[Information provided — start]

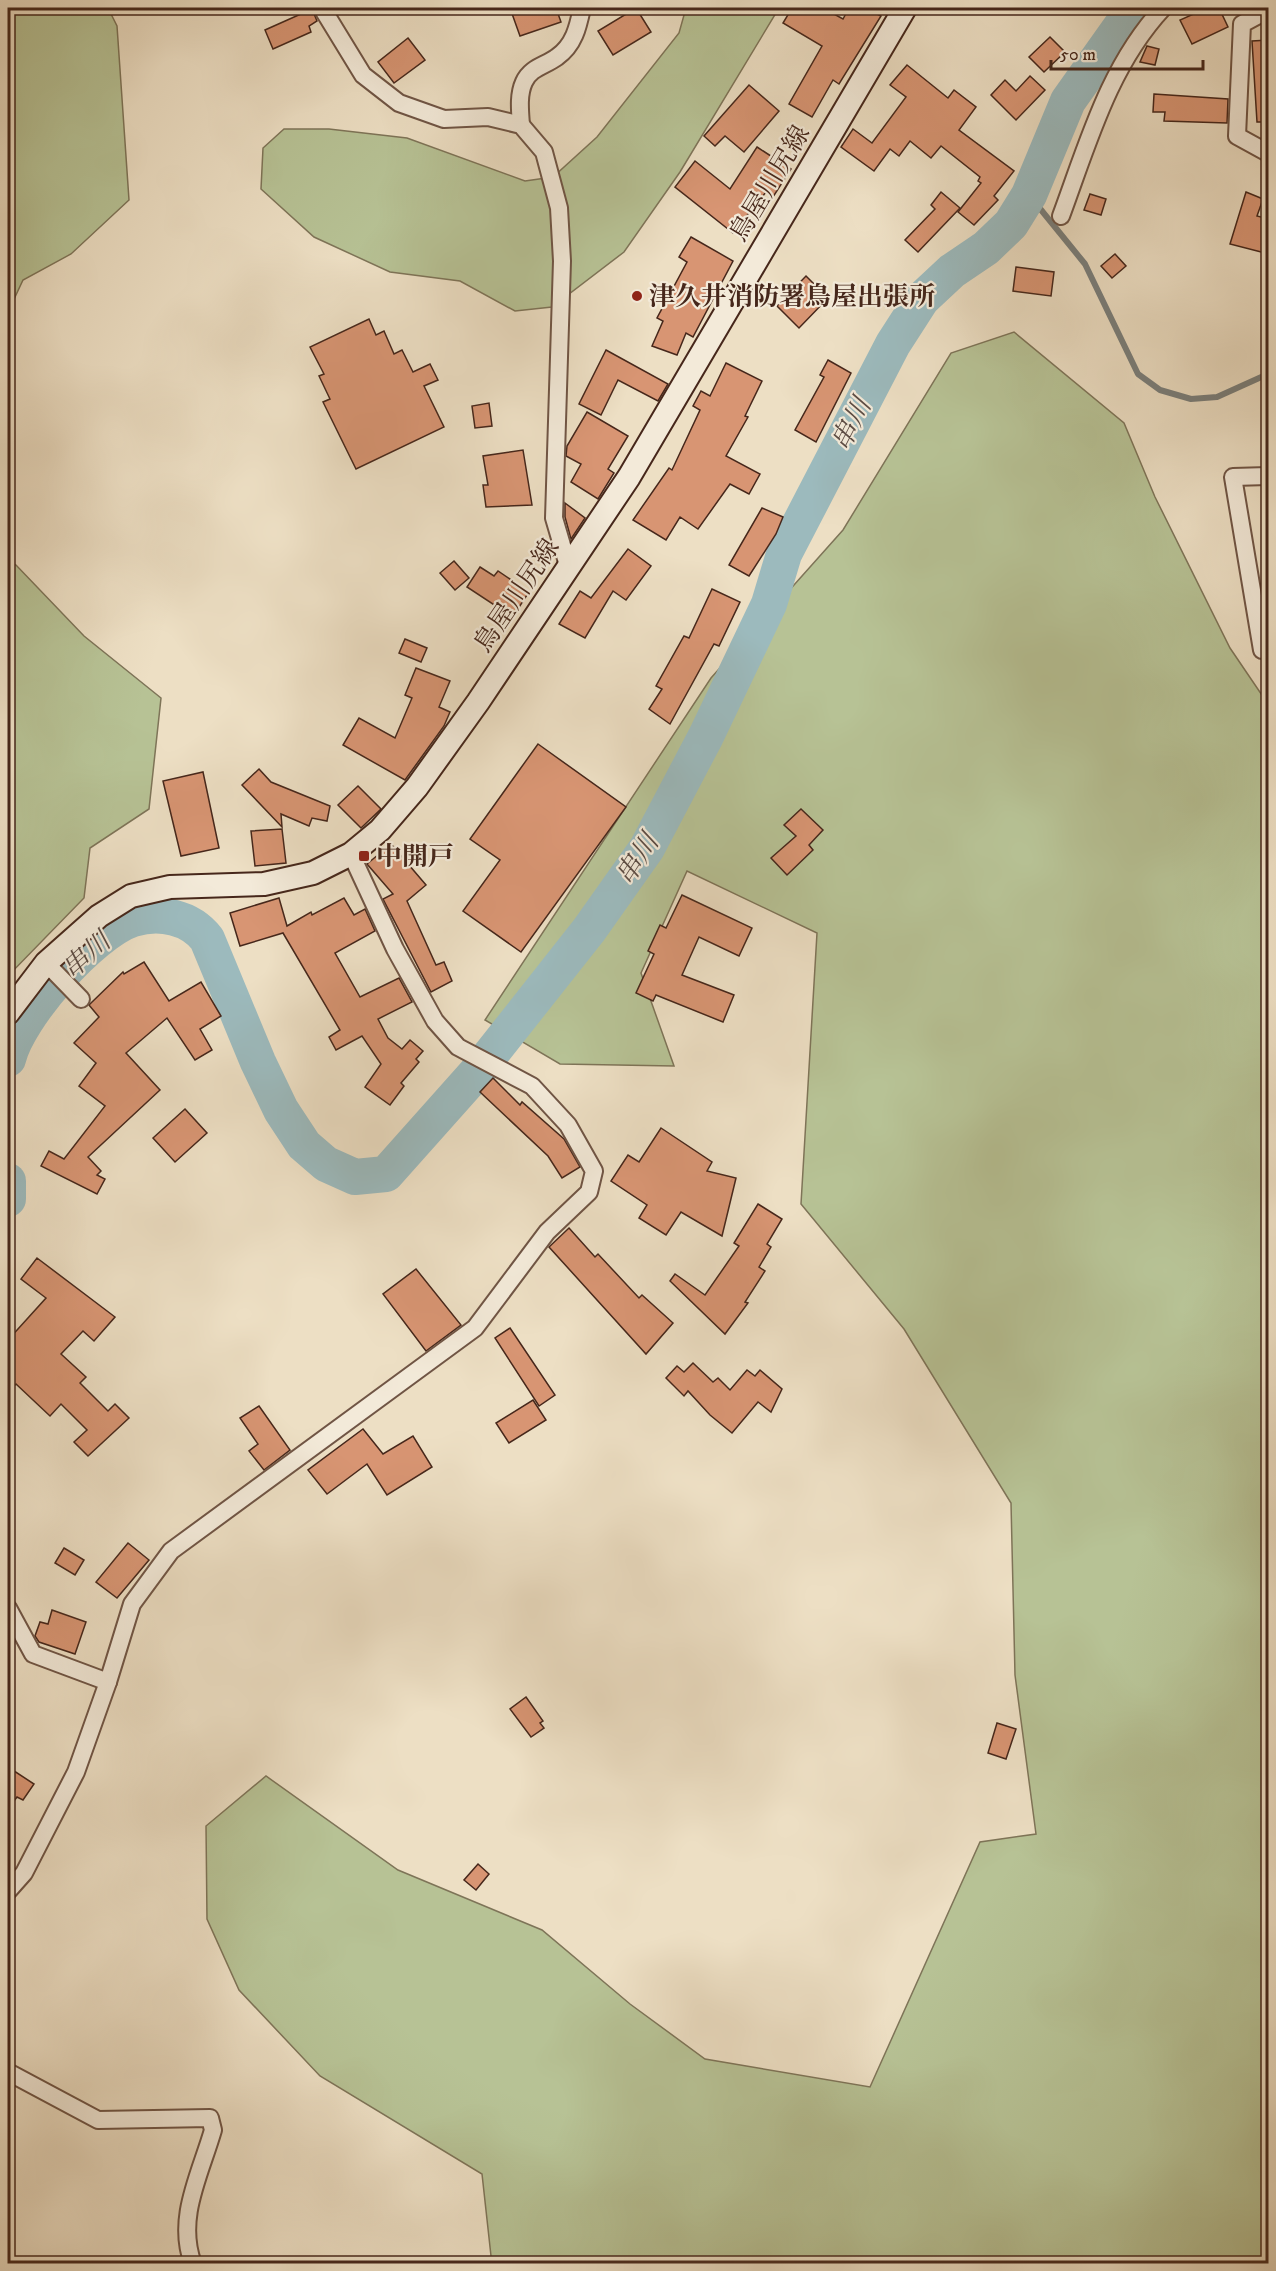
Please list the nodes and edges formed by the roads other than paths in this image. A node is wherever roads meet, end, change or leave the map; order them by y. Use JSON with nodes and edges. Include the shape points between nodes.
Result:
{"nodes":[{"id":1,"x":321,"y":8,"type":"edge"},
{"id":2,"x":582,"y":8,"type":"edge"},
{"id":3,"x":905,"y":8,"type":"edge"},
{"id":4,"x":1163,"y":8,"type":"edge"},
{"id":5,"x":1269,"y":10,"type":"edge"},
{"id":6,"x":521,"y":124,"type":"junction"},
{"id":7,"x":1269,"y":153,"type":"edge"},
{"id":8,"x":1061,"y":216,"type":"dead end"},
{"id":9,"x":1269,"y":476,"type":"edge"},
{"id":10,"x":569,"y":569,"type":"junction"},
{"id":11,"x":1269,"y":650,"type":"edge"},
{"id":12,"x":351,"y":854,"type":"junction"},
{"id":13,"x":51,"y":968,"type":"junction"},
{"id":14,"x":81,"y":999,"type":"dead end"},
{"id":15,"x":8,"y":1012,"type":"edge"},
{"id":16,"x":8,"y":1608,"type":"edge"},
{"id":17,"x":108,"y":1682,"type":"junction"},
{"id":18,"x":8,"y":1891,"type":"edge"},
{"id":19,"x":8,"y":2072,"type":"edge"},
{"id":20,"x":193,"y":2264,"type":"edge"}],
"edges":[{"from":1,"to":6,"type":"street","via":[[363,75],[399,103],[444,119],[488,117]]},
{"from":2,"to":6,"type":"street","via":[[570,45],[557,57],[534,68],[523,83]]},
{"from":3,"to":10,"type":"main road","name":"鳥屋川尻線","via":[[629,477]]},
{"from":4,"to":8,"type":"street","via":[[1130,50],[1104,99]]},
{"from":5,"to":7,"type":"street","via":[[1242,24],[1237,136]]},
{"from":6,"to":10,"type":"street","via":[[544,152],[559,208],[562,261],[554,518]]},
{"from":9,"to":11,"type":"street","via":[[1233,477],[1262,650]]},
{"from":10,"to":12,"type":"main road","name":"鳥屋川尻線","via":[[417,787],[380,830]]},
{"from":12,"to":13,"type":"main road","name":"鳥屋川尻線","via":[[313,873],[264,884],[170,887],[131,897],[99,916]]},
{"from":12,"to":17,"type":"street","via":[[395,949],[435,1021],[458,1047],[532,1086],[568,1125],[594,1171],[589,1192],[547,1232],[475,1328],[171,1551],[132,1604]]},
{"from":13,"to":14,"type":"street"},
{"from":13,"to":15,"type":"main road","name":"鳥屋川尻線"},
{"from":16,"to":17,"type":"street","via":[[33,1654]]},
{"from":17,"to":18,"type":"street","via":[[76,1772],[24,1873]]},
{"from":19,"to":20,"type":"street","via":[[98,2120],[210,2118],[213,2130],[185,2220],[186,2246]]}]}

[Information provided — finish]

Activity: Down to the last line, set down the data above exactly, and omit all images.

Problem solution:
Please list the nodes and edges formed by the roads other than paths in this image. A node is wherever roads meet, end, change or leave the map; order them by y. Use JSON with nodes and edges. Include the shape points between nodes.
Result:
{"nodes":[{"id":1,"x":321,"y":8,"type":"edge"},
{"id":2,"x":582,"y":8,"type":"edge"},
{"id":3,"x":905,"y":8,"type":"edge"},
{"id":4,"x":1163,"y":8,"type":"edge"},
{"id":5,"x":1269,"y":10,"type":"edge"},
{"id":6,"x":521,"y":124,"type":"junction"},
{"id":7,"x":1269,"y":153,"type":"edge"},
{"id":8,"x":1061,"y":216,"type":"dead end"},
{"id":9,"x":1269,"y":476,"type":"edge"},
{"id":10,"x":569,"y":569,"type":"junction"},
{"id":11,"x":1269,"y":650,"type":"edge"},
{"id":12,"x":351,"y":854,"type":"junction"},
{"id":13,"x":51,"y":968,"type":"junction"},
{"id":14,"x":81,"y":999,"type":"dead end"},
{"id":15,"x":8,"y":1012,"type":"edge"},
{"id":16,"x":8,"y":1608,"type":"edge"},
{"id":17,"x":108,"y":1682,"type":"junction"},
{"id":18,"x":8,"y":1891,"type":"edge"},
{"id":19,"x":8,"y":2072,"type":"edge"},
{"id":20,"x":193,"y":2264,"type":"edge"}],
"edges":[{"from":1,"to":6,"type":"street","via":[[363,75],[399,103],[444,119],[488,117]]},
{"from":2,"to":6,"type":"street","via":[[570,45],[557,57],[534,68],[523,83]]},
{"from":3,"to":10,"type":"main road","name":"鳥屋川尻線","via":[[629,477]]},
{"from":4,"to":8,"type":"street","via":[[1130,50],[1104,99]]},
{"from":5,"to":7,"type":"street","via":[[1242,24],[1237,136]]},
{"from":6,"to":10,"type":"street","via":[[544,152],[559,208],[562,261],[554,518]]},
{"from":9,"to":11,"type":"street","via":[[1233,477],[1262,650]]},
{"from":10,"to":12,"type":"main road","name":"鳥屋川尻線","via":[[417,787],[380,830]]},
{"from":12,"to":13,"type":"main road","name":"鳥屋川尻線","via":[[313,873],[264,884],[170,887],[131,897],[99,916]]},
{"from":12,"to":17,"type":"street","via":[[395,949],[435,1021],[458,1047],[532,1086],[568,1125],[594,1171],[589,1192],[547,1232],[475,1328],[171,1551],[132,1604]]},
{"from":13,"to":14,"type":"street"},
{"from":13,"to":15,"type":"main road","name":"鳥屋川尻線"},
{"from":16,"to":17,"type":"street","via":[[33,1654]]},
{"from":17,"to":18,"type":"street","via":[[76,1772],[24,1873]]},
{"from":19,"to":20,"type":"street","via":[[98,2120],[210,2118],[213,2130],[185,2220],[186,2246]]}]}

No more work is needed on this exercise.